Enttäuschend war das Ergebnis für Erdoğan deshalb, weil die Erwartungen des „Ja“-Lagers unrealistisch hoch angesetzt waren. Der ideologische Unterschied zwischen der islamisch-konservativen AKP und der nationalistischen MHP ist offensichtlich größer, als die Parteispitzen angenommen haben. Die AKP ist die stärkste politische Kraft, doch die Wahlen haben immer wieder gezeigt, dass 50 Prozent ihre absolute Grenze ist.

Protest against the Turkish President on April 16, 2017 in Istanbul after the results of a nationwide referendum.

GURCAN OZTURK / AFP

Spontane Demo gegen Erdoğan am Sonntagabend in Istanbul

Überraschung aus dem Südosten

Unerwartete Unterstützung hat Erdoğan aus den kurdischen Regionen bekommen. In vielen HDP-Hochburgen, hat das „Nein“-Lager zwar deutlich gewonnen, aber auch bei den „Ja“-Stimmen gab es einen sichtbaren Anstieg. Hier sind einige Stimmen von der HDP ins „Ja“-Lager gewandert. In Diyarbakır hat das „Nein“-Lager mit 67,5 Prozent eines ihrer besten Ergebnisse. Doch bei den Parlamentswahlen im November 2015 hatte die HDP hier noch 72,8 Prozent geholt.

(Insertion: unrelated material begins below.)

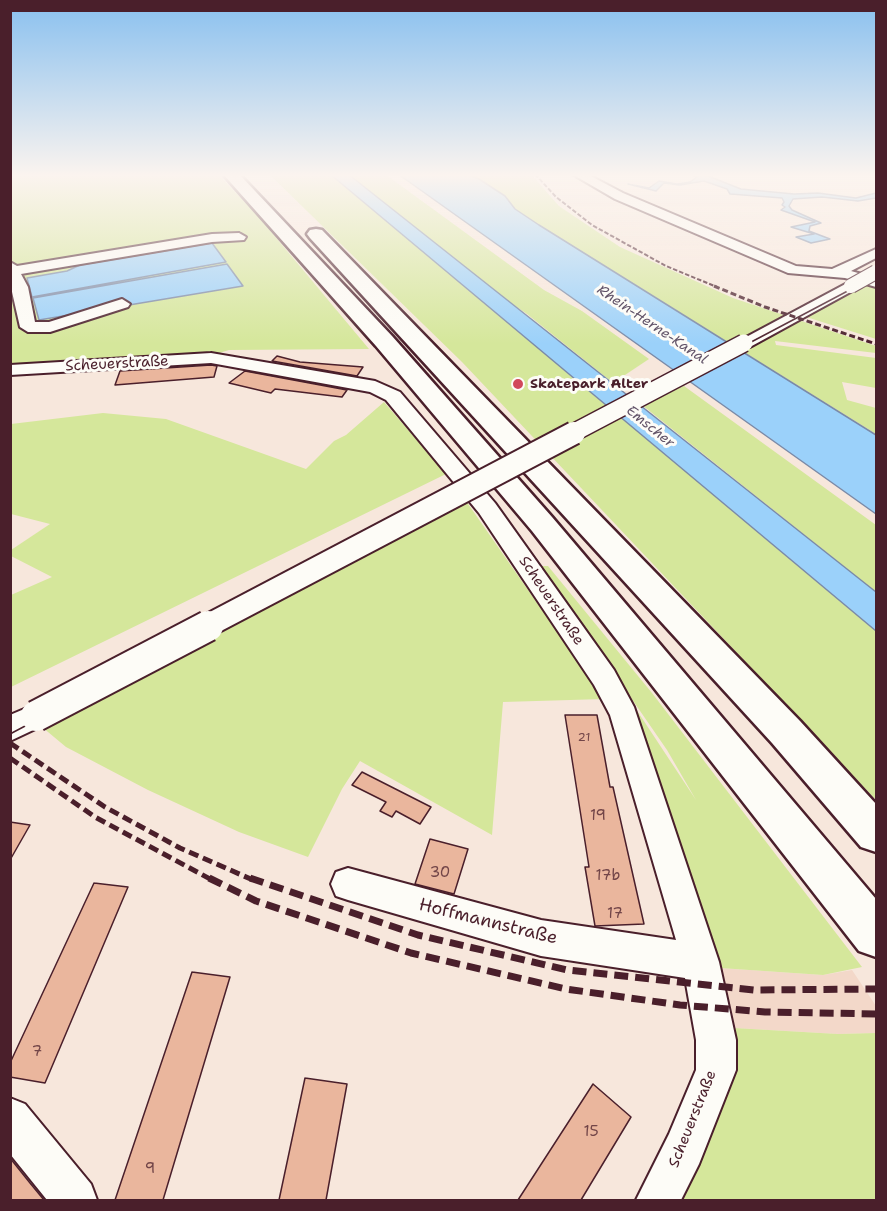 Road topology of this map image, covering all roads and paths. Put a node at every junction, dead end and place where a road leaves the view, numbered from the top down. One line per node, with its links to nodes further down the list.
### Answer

Insgesamt ist die Wahlbeteiligung im Südosten ist gesunken und liegt leicht unter dem Gesamtdurchschnitt. Dafür gibt es zwei Gründe: Der eskalierende Konflikt mit der PKK hat im letzten Jahr tausende Menschen aus ihrer Heimat vertrieben. Außerdem hat der gescheiterte Friedensprozess bei vielen das Vertrauen in die Politik gestört.

Ein Zwei-Parteien-System

So bedeutend das Referendum für die Zukunft ist, so wenig ändert das Ergebnis an der aktuellen Situation der Türkei. Die nächsten Präsidentschaftswahlen sind für 2019 geplant. Dass Erdoğan antritt, gilt als sicher. Doch das Referendum zeigt, dass die Erdoğan-GegnerInnen gute Karten haben. Wenn das „Nein“-Lager einen gemeinsamen Kandidaten hervorbringt, könnte ihm eine große Überraschung gelingen. Das mächtige Präsidentenamt würde dann jemand aus der Opposition besetzen.

Auf dem Papier bringt die Verfassungsänderung ein Ein-Mann-System, doch in der Praxis zeichnet sich immer mehr ein Zwei-Parteien-System ab. Die eine Partei ist Erdoğan und seine AKP. Ob sich eine konkurrenzfähige Alternative dazu entwickelt, wird sich 2019 zeigen.